Dataset.
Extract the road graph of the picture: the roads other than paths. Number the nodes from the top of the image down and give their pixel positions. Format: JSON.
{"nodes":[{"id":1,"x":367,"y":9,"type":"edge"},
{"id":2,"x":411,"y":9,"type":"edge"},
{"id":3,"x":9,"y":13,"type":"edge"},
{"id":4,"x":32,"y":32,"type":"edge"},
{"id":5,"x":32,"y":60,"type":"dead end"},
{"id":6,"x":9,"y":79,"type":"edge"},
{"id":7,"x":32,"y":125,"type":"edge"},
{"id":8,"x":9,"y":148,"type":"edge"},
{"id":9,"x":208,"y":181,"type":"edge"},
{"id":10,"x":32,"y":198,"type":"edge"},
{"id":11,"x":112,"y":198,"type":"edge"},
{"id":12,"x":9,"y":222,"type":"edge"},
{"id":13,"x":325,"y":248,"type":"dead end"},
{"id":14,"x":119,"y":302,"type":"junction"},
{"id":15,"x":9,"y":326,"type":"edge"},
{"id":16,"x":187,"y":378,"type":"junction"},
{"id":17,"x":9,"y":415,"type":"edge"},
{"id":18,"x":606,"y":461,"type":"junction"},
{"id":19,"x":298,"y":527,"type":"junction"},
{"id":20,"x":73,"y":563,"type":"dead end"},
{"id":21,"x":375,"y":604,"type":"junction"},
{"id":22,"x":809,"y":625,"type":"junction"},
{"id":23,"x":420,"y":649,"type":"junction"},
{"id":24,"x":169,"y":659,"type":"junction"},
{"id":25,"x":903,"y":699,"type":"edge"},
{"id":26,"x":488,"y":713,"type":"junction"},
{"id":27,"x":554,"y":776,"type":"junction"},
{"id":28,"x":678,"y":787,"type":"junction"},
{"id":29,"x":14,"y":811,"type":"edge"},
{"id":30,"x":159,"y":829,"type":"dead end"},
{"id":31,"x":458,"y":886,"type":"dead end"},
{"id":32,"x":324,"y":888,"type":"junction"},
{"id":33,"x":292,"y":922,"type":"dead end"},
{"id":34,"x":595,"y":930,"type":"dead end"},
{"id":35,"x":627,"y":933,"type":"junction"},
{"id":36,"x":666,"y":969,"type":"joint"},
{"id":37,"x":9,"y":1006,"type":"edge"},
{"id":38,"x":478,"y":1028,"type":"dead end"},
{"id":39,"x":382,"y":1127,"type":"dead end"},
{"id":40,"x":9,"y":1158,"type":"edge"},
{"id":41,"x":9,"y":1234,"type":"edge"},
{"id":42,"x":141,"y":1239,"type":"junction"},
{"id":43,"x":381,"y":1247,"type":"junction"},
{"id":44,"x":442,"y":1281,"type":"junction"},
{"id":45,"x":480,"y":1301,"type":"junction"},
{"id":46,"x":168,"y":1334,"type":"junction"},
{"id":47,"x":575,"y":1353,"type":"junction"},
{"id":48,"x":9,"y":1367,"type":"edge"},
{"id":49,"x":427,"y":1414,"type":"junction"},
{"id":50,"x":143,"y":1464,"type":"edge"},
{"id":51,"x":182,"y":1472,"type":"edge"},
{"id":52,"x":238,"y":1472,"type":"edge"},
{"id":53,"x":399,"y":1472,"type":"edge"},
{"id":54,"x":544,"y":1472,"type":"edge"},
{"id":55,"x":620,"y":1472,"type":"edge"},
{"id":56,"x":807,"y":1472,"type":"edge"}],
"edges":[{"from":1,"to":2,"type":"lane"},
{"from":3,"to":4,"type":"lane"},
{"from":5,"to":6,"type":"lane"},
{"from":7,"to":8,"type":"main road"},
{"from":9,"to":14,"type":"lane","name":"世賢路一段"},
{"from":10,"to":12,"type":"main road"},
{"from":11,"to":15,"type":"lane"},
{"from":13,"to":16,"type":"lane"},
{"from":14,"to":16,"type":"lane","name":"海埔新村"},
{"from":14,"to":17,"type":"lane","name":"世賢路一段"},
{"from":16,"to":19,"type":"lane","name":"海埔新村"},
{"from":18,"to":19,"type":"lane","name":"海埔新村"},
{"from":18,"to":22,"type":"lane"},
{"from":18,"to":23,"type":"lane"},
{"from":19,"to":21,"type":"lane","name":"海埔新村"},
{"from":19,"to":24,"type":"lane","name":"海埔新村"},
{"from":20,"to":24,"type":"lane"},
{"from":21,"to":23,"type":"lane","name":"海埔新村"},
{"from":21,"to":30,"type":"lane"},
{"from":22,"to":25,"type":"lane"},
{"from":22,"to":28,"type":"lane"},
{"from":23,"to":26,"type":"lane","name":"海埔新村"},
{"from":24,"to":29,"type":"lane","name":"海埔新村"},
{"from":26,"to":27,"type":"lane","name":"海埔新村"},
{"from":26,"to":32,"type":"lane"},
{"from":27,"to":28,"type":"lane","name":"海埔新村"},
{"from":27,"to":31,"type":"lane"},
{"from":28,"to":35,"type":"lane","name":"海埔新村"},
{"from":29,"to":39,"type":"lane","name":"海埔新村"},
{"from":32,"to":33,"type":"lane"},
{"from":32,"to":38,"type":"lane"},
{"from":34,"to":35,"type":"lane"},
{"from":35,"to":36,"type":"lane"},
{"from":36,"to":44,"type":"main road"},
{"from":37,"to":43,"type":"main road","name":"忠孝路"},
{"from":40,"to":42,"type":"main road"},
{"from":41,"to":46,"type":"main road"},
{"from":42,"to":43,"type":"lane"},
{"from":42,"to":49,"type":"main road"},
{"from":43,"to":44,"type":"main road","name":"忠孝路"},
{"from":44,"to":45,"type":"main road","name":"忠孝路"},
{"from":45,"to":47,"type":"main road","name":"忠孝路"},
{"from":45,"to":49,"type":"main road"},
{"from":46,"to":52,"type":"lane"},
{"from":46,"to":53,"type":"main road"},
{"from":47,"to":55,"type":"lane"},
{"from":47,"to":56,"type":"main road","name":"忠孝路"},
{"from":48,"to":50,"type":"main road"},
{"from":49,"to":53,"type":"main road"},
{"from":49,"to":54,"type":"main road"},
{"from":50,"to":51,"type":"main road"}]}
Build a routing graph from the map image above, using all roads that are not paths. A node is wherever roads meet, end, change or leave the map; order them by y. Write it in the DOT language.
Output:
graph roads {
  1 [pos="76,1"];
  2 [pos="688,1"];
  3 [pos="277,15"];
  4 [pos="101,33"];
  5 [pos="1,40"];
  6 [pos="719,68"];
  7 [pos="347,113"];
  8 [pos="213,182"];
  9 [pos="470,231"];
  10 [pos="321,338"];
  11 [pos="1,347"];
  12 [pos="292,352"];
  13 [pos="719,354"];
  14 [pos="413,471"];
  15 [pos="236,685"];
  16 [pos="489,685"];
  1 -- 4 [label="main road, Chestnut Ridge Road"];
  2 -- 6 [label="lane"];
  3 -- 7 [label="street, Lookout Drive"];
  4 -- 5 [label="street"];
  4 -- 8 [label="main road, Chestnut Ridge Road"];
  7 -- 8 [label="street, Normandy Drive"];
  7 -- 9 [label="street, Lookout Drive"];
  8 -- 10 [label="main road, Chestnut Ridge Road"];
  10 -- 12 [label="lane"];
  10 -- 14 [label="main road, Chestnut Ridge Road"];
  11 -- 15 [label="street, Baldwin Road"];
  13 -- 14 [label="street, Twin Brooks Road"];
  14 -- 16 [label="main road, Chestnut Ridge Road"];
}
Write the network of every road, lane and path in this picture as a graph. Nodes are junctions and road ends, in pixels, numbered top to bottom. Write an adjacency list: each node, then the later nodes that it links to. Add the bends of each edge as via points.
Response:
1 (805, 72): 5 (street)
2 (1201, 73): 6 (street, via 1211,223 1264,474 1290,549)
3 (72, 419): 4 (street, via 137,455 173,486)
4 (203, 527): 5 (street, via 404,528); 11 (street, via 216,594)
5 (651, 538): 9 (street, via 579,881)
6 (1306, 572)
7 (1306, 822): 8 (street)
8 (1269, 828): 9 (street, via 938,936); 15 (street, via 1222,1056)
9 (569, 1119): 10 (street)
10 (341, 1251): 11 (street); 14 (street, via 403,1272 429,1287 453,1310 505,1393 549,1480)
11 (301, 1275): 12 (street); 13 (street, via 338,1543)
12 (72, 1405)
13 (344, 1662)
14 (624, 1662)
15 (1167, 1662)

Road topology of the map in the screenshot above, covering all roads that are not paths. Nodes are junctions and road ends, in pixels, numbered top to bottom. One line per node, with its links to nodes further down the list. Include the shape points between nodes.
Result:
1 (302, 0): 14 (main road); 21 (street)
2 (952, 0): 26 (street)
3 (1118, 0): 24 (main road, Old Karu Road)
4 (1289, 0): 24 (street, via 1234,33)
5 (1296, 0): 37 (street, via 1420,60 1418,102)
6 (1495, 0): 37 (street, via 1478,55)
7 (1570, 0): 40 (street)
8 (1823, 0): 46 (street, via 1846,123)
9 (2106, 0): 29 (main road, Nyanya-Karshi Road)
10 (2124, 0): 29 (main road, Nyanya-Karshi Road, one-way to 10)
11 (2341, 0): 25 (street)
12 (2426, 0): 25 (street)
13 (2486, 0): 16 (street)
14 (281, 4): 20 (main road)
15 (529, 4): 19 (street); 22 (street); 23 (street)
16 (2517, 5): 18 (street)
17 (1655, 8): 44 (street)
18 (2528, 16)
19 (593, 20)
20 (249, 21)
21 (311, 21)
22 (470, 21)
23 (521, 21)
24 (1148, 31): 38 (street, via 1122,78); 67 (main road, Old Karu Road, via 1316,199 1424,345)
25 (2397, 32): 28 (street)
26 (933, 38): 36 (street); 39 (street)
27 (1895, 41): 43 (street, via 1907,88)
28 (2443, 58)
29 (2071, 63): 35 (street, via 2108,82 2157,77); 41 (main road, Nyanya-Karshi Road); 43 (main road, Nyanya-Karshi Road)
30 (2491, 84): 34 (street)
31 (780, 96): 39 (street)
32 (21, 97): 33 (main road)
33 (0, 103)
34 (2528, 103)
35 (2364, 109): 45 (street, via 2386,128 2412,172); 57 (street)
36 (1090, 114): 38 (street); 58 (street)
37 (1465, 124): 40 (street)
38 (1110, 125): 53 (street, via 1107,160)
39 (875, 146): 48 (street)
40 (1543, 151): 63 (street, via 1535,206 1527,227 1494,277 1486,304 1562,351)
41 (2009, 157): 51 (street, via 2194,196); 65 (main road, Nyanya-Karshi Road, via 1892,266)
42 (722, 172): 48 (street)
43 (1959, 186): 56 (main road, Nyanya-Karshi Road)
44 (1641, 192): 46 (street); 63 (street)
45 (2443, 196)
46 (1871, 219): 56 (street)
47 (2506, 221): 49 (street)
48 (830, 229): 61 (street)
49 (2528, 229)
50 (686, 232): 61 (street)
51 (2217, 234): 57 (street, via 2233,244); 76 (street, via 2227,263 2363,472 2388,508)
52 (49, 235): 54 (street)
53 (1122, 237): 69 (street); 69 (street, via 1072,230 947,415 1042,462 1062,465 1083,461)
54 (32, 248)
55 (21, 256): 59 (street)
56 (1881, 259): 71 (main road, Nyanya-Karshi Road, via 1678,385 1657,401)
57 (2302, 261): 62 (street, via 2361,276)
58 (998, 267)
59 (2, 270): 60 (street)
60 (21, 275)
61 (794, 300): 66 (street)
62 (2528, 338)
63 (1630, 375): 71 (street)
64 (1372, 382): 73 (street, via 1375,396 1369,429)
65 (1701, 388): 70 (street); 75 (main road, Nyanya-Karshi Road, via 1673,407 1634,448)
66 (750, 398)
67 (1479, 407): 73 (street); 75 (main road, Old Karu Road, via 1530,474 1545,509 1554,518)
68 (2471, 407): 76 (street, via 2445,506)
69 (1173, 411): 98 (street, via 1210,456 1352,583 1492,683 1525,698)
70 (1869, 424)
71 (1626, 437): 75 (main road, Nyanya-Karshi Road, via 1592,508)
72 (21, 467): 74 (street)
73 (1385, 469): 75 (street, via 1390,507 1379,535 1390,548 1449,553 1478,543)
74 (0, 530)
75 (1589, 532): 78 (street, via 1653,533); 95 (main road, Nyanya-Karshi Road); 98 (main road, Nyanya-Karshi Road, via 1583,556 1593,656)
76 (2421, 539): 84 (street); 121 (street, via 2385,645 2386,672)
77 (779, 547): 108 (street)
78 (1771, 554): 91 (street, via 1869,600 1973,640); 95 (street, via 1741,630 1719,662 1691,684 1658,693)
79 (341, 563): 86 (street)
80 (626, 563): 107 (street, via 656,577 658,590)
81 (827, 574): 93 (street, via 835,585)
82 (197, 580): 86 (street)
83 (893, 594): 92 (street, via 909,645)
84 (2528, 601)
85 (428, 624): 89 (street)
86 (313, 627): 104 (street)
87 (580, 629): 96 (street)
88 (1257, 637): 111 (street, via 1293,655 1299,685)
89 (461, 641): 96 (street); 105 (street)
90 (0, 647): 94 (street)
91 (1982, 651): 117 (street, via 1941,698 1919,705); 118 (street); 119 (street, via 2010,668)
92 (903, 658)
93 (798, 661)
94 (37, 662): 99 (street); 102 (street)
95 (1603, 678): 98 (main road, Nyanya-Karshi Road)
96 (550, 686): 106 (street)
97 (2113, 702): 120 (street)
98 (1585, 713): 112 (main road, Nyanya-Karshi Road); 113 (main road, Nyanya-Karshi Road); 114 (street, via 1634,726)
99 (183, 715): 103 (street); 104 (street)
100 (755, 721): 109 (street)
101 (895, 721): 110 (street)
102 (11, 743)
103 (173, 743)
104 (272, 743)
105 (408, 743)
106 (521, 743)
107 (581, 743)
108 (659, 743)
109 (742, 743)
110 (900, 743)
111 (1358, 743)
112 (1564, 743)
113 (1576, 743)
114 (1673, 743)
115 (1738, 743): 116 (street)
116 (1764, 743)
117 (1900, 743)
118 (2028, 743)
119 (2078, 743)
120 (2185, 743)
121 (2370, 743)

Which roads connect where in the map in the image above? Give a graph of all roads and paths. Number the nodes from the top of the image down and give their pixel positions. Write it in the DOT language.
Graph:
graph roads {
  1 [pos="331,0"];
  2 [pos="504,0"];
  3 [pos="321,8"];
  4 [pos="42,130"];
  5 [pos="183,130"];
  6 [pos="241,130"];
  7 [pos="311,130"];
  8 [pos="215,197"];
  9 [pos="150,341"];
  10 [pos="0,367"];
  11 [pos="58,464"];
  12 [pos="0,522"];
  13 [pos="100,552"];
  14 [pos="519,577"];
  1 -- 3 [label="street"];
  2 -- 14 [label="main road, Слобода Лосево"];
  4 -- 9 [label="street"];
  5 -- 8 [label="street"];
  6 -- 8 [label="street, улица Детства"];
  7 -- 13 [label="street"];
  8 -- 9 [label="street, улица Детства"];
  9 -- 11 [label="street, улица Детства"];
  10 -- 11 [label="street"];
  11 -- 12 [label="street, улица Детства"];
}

Assignment. Lines holding "language" in the data above: copy each of them.

Written answer.
Build a routing graph from the map image above, using all roads that are not paths. A node is wherever roads meet, end, change or leave the map; order them by y. Write it in the DOT language.
Which roads connect where in the map in the image above? Give a graph of all roads and paths. Number the nodes from the top of the image down and give their pixel positions. Write it in the DOT language.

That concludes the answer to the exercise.